Compare: Break vs. Continue—both alter loop flow, but break ends the loop entirely while continue skips only the current iteration. Exam tip: trace through code mentally to predict which elements get processed when these statements appear.


Modularity: Organizing Code into Units

Functions break programs into manageable, reusable pieces. This isn't just about convenience—it's about creating code that humans can read, test, and maintain.

Function Calls and Returns

  • Encapsulate reusable logic—functions let you write code once and call it from anywhere, reducing duplication and potential errors
  • Parameters pass data in, return sends data out—the return statement exits the function and optionally provides a value back to the caller
  • Enable abstraction—well-named functions let you think at a higher level ("validate the input") without worrying about implementation details

Error Recovery: Handling the Unexpected

Robust programs anticipate failure. Exception handling separates normal logic from error-handling logic, keeping code clean while ensuring graceful recovery.

Exception Handling

  • Try-catch structure isolates risky code—the try block contains code that might fail; the catch block defines what happens if it does
  • Finally block always executes—regardless of whether an exception occurred, finally runs cleanup code like closing files or releasing resources
  • Prevents crashes and data loss—instead of terminating abruptly, programs can log errors, notify users, or attempt recovery strategies

Compare: Selection vs. Exception Handling—both respond to conditions, but selection handles expected alternatives while exceptions handle unexpected failures.
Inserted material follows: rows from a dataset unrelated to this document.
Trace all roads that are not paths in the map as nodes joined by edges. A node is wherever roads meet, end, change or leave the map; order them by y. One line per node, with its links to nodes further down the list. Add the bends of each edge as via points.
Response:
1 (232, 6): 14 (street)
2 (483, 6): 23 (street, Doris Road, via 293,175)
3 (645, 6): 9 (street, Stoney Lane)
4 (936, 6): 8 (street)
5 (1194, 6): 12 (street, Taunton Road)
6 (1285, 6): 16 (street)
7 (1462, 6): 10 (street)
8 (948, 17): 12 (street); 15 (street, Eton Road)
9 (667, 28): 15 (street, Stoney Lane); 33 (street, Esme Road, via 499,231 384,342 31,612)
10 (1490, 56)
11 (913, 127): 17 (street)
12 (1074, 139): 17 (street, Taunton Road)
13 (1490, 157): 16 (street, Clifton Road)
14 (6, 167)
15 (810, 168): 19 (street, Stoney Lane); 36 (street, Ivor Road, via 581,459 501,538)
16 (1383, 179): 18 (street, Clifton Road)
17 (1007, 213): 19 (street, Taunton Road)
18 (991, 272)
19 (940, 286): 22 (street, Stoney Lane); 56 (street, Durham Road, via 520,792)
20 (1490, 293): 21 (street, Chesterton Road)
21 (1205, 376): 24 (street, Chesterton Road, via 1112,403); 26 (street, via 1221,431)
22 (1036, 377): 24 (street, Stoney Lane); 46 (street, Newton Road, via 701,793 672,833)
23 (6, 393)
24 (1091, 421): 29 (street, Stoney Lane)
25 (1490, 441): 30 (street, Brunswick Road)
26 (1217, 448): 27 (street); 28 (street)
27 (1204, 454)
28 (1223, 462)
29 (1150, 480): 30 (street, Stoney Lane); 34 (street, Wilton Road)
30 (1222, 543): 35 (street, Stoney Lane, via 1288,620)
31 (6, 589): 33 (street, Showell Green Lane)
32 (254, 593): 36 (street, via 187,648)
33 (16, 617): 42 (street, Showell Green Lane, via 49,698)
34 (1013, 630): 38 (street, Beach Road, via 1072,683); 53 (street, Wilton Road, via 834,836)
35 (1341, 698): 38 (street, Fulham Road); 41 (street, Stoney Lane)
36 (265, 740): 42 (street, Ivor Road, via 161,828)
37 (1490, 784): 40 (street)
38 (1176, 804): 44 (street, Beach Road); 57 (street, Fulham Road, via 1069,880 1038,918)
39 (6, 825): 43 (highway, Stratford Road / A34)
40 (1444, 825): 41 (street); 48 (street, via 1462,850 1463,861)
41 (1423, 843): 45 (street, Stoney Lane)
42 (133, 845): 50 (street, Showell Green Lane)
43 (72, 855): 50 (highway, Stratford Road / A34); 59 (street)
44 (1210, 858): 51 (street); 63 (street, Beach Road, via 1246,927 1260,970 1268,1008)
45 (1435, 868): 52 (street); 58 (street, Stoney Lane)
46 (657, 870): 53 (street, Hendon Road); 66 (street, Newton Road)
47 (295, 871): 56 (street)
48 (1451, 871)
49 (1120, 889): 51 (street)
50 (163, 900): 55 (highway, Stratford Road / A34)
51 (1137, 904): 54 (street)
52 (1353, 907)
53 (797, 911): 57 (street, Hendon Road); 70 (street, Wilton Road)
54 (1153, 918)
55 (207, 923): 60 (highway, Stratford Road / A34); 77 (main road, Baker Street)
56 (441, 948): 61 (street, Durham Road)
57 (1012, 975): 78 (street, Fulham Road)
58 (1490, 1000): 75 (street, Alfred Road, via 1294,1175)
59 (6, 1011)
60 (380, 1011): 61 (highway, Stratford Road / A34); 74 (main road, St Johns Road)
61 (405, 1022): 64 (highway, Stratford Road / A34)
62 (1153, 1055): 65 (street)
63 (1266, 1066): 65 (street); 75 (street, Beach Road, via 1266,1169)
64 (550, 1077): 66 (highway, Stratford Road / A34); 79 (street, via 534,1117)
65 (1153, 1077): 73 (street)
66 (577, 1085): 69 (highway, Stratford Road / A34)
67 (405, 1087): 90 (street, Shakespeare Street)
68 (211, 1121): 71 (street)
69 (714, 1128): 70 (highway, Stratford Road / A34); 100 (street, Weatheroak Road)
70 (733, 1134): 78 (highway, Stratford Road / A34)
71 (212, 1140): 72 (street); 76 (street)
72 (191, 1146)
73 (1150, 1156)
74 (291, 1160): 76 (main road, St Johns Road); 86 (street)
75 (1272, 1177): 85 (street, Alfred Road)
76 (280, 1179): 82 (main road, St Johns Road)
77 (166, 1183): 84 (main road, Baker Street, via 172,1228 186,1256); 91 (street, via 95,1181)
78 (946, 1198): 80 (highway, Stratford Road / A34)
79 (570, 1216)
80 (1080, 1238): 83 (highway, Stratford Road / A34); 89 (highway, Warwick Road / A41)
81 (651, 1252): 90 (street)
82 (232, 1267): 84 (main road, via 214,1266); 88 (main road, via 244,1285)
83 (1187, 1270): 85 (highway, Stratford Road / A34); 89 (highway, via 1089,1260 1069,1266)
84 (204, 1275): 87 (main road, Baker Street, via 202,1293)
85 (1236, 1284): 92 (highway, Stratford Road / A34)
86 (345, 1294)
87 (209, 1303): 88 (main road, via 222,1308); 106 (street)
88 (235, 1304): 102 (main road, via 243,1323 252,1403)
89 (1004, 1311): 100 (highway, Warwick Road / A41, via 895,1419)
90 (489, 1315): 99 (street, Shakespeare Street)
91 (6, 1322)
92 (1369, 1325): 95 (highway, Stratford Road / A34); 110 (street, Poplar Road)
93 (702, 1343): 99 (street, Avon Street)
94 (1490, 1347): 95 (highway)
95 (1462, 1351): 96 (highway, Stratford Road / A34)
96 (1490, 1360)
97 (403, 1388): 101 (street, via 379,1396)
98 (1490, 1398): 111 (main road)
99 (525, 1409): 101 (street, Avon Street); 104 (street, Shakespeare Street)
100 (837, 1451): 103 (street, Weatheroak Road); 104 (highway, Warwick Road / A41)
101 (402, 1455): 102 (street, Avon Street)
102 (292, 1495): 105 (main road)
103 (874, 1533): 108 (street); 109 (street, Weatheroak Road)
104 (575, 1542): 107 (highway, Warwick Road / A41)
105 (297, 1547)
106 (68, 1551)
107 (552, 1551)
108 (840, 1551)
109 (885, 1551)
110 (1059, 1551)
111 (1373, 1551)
Use if-else for "user might enter A or B"; use try-catch for "file might not exist."


Quick Reference Table

ConceptBest Examples
Sequential flowSequence (default execution order)
Conditional branchingIf-else, Switch statements
Bounded repetitionFor loops (known iteration count)
Unbounded repetitionWhile loops, Do-while loops
Loop flow controlBreak, Continue statements
Code organizationFunction calls and returns
Error managementTry-catch-finally blocks
Multi-way selectionSwitch statements, Nested if-else

Self-Check Questions

  1. Identify by concept: Which control structure would you use to process every item in a 100-element array—and which specific loop type is most appropriate when you know the exact count?

  2. Compare and contrast: How does a while loop differ from a do-while loop in terms of when the condition is checked? Give a scenario where this difference matters.

  3. Apply your knowledge: A program needs to respond differently based on a user selecting options 1 through 5 from a menu. Would you use if-else or switch? Justify your choice.

  4. Trace the flow: If a break statement appears inside a nested loop, which loop does it exit—the inner loop, the outer loop, or both?

  5. FRQ-style synthesis: Explain how exception handling differs from using if-else statements to check for errors. When would you choose one approach over the other, and why does this distinction matter for building reliable software?